Business people negotiating a contract.

Donal Bannon is a partner at Morecrofts, and a commercial law solicitor.

He answers some of the most common questions we receive from business owners about commercial contracts.

What are the basic business contracts every company should have?

There are some fundamental contracts that every organisation should have in place which will be invaluable at some point during the business cycle. These are;

  • Shareholders’ agreement – This is a contract between the owners of the company which sets out who will manage the business, how they can sell their shares and how their shares will be valued and how they can be forced to sell their shares if certain events happen.
  • Terms of business (T&Cs) – These are the legally binding commitments of both parties to an agreement which set out what each party will do for the other and how the agreement can be ended.
  • For websites – a user agreement with privacy policy – These are the conditions that the owner of a website imposes on a user if they wish to visit the website and make use of the material appearing there. They include obligations not to damage the website.

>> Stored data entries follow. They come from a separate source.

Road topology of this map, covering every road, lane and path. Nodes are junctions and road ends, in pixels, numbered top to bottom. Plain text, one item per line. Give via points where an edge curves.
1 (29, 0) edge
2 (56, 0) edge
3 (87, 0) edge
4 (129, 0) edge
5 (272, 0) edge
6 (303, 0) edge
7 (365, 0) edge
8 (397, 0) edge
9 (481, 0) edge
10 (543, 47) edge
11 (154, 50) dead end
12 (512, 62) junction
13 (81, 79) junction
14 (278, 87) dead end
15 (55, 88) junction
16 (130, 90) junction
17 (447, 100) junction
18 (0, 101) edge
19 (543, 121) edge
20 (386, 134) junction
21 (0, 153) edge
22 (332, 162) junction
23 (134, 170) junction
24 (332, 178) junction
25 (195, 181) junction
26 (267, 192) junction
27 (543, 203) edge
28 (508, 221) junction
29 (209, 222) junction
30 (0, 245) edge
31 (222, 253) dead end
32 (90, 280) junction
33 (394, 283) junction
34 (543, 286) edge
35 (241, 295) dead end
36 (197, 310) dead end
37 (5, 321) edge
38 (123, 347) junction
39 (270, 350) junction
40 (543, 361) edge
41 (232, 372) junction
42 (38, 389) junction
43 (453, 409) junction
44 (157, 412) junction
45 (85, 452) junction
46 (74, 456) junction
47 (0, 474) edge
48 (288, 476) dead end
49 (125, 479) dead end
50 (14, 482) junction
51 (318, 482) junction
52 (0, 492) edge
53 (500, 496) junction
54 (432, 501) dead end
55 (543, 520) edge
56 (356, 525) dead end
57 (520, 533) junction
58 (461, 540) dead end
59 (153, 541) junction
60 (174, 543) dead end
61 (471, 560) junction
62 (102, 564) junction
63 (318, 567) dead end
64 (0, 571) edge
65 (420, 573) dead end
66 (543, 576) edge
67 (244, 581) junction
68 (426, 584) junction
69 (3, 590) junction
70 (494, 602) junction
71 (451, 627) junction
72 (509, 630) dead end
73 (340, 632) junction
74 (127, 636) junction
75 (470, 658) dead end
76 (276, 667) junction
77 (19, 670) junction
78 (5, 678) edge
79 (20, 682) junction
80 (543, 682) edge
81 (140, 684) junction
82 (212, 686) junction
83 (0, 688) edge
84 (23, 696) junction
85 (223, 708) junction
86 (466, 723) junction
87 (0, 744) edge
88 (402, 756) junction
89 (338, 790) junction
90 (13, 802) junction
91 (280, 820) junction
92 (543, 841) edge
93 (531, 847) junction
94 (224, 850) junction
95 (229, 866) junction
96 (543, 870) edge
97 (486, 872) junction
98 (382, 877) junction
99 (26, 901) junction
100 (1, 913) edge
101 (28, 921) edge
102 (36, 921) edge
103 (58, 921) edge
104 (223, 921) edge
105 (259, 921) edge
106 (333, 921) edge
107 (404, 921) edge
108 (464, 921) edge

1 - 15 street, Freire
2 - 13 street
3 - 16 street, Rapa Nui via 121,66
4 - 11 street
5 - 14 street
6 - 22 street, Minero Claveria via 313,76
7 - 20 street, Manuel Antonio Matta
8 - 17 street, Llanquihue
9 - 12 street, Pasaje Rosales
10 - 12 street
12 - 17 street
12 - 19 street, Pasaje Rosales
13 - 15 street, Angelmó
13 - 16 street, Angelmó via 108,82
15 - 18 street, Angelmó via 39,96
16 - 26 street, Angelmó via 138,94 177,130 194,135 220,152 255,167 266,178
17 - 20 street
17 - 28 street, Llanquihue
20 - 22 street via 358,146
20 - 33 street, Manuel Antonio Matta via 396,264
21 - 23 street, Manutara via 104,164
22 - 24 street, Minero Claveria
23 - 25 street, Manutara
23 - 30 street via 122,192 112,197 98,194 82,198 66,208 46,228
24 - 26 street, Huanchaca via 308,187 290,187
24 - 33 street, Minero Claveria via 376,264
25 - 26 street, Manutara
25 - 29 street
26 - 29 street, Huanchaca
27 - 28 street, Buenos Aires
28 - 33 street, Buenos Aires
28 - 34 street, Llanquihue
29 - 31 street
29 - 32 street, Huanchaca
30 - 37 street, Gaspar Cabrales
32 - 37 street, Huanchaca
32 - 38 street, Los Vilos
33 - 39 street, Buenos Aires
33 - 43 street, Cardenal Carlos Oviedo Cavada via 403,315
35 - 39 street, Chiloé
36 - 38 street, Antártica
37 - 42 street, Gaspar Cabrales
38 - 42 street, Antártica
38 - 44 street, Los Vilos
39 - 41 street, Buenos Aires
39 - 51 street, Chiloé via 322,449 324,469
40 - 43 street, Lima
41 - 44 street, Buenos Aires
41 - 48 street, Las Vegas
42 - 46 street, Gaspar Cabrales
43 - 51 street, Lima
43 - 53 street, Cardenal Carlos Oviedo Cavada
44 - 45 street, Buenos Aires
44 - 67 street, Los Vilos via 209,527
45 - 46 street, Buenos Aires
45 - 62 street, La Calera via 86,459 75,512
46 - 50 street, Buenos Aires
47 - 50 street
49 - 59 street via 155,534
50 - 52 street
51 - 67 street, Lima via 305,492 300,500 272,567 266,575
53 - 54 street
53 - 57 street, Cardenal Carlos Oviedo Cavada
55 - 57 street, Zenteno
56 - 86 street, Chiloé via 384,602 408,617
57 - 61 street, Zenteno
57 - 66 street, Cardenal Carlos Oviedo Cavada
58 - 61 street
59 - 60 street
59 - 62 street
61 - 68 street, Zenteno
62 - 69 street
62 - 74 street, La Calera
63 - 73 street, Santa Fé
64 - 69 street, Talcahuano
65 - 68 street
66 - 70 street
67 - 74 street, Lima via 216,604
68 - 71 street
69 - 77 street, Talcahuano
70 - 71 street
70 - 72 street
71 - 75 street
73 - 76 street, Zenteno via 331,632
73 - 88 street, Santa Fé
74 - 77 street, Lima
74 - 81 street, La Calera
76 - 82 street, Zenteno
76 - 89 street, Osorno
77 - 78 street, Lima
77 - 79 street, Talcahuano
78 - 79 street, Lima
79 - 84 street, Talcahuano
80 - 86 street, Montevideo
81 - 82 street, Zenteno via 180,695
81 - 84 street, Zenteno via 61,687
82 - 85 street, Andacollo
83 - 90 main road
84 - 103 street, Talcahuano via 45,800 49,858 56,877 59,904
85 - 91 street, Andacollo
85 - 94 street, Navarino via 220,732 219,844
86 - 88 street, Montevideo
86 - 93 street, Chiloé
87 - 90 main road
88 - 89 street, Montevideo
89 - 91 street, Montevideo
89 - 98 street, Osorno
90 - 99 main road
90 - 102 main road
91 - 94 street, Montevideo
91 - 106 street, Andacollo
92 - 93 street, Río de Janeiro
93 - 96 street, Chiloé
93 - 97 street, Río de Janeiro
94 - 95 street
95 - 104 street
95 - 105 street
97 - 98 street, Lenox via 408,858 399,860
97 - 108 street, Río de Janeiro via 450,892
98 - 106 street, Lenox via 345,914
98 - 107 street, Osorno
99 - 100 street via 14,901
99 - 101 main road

The privacy policy sets out how the owner of the website will use any data supplied by the user and what cookies are used to collect data.
  • Employment contracts – These are the terms upon which a person is employed by another which confirms how much money and other rewards the worker will receive, how many holidays they are entitled to and how long the agreement will last for and how it can be ended
  • Director Service Agreements – This is similar to the employment contract but is used when a director of the company is being employed by the company
  • Lease agreement if renting and supplier agreements – A lease agreement is a contract between the owner of a property and the person who wishes to rent it from the owner. It includes details of how much rent is to be paid, how long the lease is to last for and how it can ended before then and what condition to be returned to the owner when the lease has ended. Supplier agreements are made between the business supplying goods or services to the person paying for them and set out what each party will do for the other and how the agreement can be ended
  • NDAs are essential if sharing confidential information – Non-disclosure agreements otherwise known as confidentiality agreements are used when different persons wish to provide confidential information to the other for the purpose of exploring whether they can work together on a particular project. The agreement prevents the receiver of the confidential information from revealing such information to other persons.

Can I just buy a general template for each contract?

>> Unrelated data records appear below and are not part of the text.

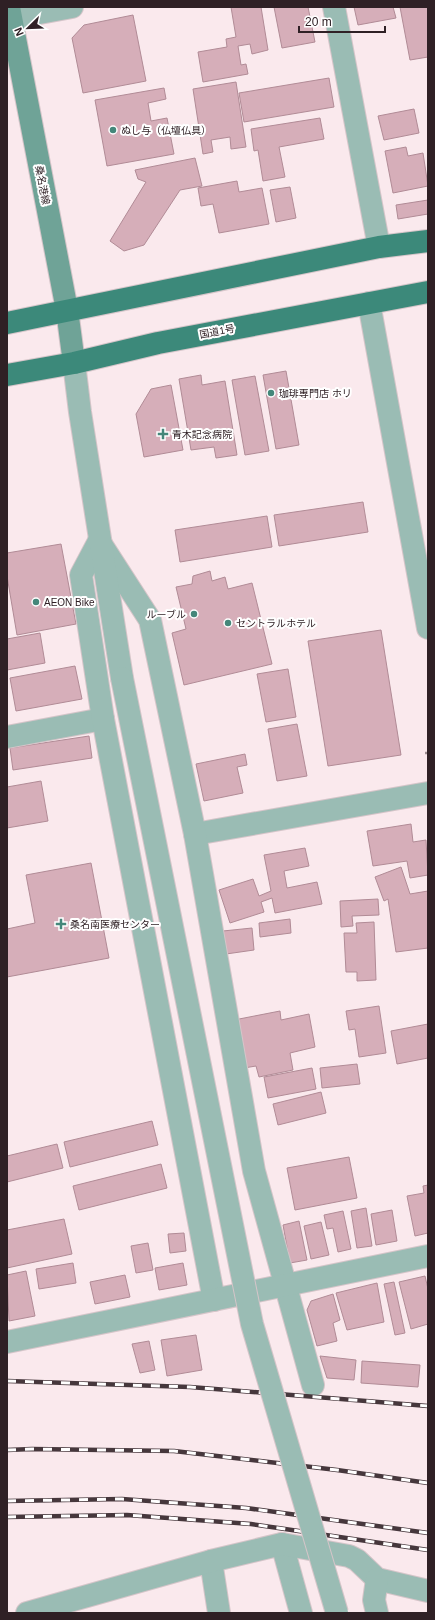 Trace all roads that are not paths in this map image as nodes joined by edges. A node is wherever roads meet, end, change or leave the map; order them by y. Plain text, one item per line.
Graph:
1 (72, 7) edge
2 (334, 7) edge
3 (9, 15) edge
4 (428, 241) edge
5 (379, 247) junction
6 (428, 292) edge
7 (369, 303) junction
8 (67, 310) junction
9 (7, 322) edge
10 (74, 363) junction
11 (7, 375) edge
12 (99, 541) junction
13 (422, 564) edge
14 (428, 628) edge
15 (103, 719) junction
16 (7, 737) edge
17 (428, 793) edge
18 (195, 834) junction
19 (428, 1256) edge
20 (285, 1287) junction
21 (214, 1300) junction
22 (7, 1342) edge
23 (313, 1385) dead end
24 (282, 1544) junction
25 (210, 1560) junction
26 (377, 1579) junction
27 (428, 1591) edge
28 (31, 1612) edge
29 (219, 1613) edge
30 (301, 1613) edge
31 (337, 1613) edge
32 (377, 1613) edge

1 - 3 street
2 - 5 street
3 - 8 main road, 桑名港線
4 - 5 highway
5 - 8 highway
6 - 7 highway, 国道1号
7 - 10 highway, 国道1号
7 - 13 street
8 - 9 highway
8 - 10 main road, 桑名港線
10 - 11 highway, 国道1号
10 - 12 street
12 - 15 street
12 - 18 street
12 - 31 street, bridge
13 - 14 street
15 - 16 street
15 - 21 street
17 - 18 street
18 - 20 street
19 - 20 street
20 - 21 street
20 - 23 street
21 - 22 street
24 - 25 street
24 - 26 street
24 - 30 street
25 - 28 street
25 - 29 street
26 - 27 street
26 - 32 street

Usually yes but they are very generalised and could be a costly mistake as they will not deal with a company’s particular situation.

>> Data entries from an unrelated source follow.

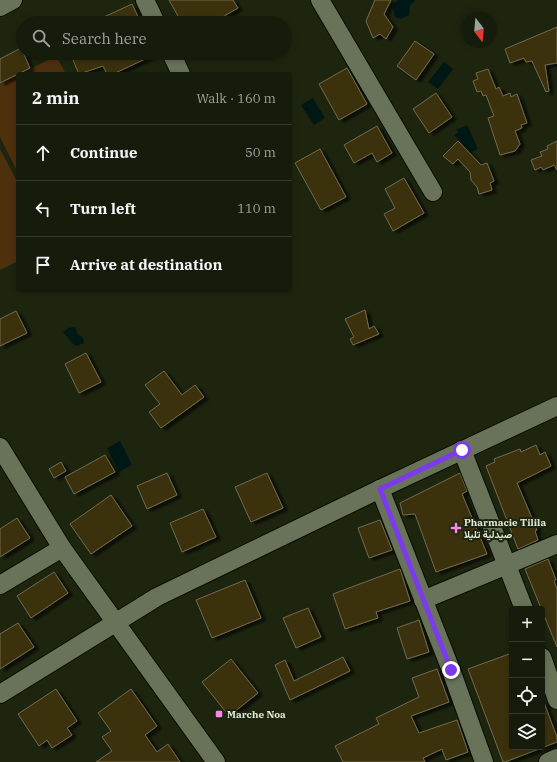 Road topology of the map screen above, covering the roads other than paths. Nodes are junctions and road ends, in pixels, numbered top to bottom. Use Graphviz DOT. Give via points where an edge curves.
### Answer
graph roads {
  1 [pos="13,0"];
  2 [pos="145,0"];
  3 [pos="320,0"];
  4 [pos="0,6"];
  5 [pos="153,16"];
  6 [pos="174,60"];
  7 [pos="180,72"];
  8 [pos="433,192"];
  9 [pos="557,406"];
  10 [pos="0,447"];
  11 [pos="462,450"];
  12 [pos="380,489"];
  13 [pos="557,544"];
  14 [pos="62,548"];
  15 [pos="507,564"];
  16 [pos="0,585"];
  17 [pos="423,600"];
  18 [pos="523,606"];
  19 [pos="115,622"];
  20 [pos="548,661"];
  21 [pos="0,694"];
  22 [pos="557,700"];
  23 [pos="557,758"];
  24 [pos="216,762"];
  25 [pos="484,762"];
  26 [pos="548,762"];
  1 -- 4 [label="street"];
  2 -- 5 [label="street"];
  3 -- 8 [label="street"];
  6 -- 7 [label="street"];
  9 -- 11 [label="street"];
  10 -- 14 [label="street"];
  11 -- 12 [label="street"];
  11 -- 15 [label="street"];
  12 -- 17 [label="street"];
  12 -- 19 [label="street" via="164,593"];
  13 -- 15 [label="street"];
  14 -- 16 [label="street"];
  14 -- 19 [label="street"];
  15 -- 17 [label="street"];
  15 -- 18 [label="street"];
  17 -- 25 [label="street"];
  19 -- 21 [label="street"];
  19 -- 24 [label="street"];
  20 -- 22 [label="street"];
  23 -- 26 [label="street"];
}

For example, terms and conditions for the seller of goods would be useless if the seller is providing services, or standard contracts may not contain any or adequate caps on liability should things go wrong or they may refer disputes to be settled outside England and Wales.

It’s important to see a solicitor to ensure that from the outset, your contracts will cover your individual needs.

My business is running fine on trust with suppliers – so do I need to put contracts in place?

Trust can quickly evaporate when a dispute arises or the economic outlook changes; supplier agreements protect both parties by making it clear what responsibilities each have to the other party.

How often should I review business contracts?

Annually or earlier if a problem arises which is not addressed by the existing forms of agreement.

Updating terms need not be costly especially if you have an annual commercial retainer with your solicitor. Your solicitor may not make you aware of required updates and you must check them regularly.

They often only require minor tweaking e.g. since Covid 19 hit many businesses are choosing to amend the “Force Majeure” clause which offers protection in the event that a person is unable to perform his part of a contract due to events outside his control.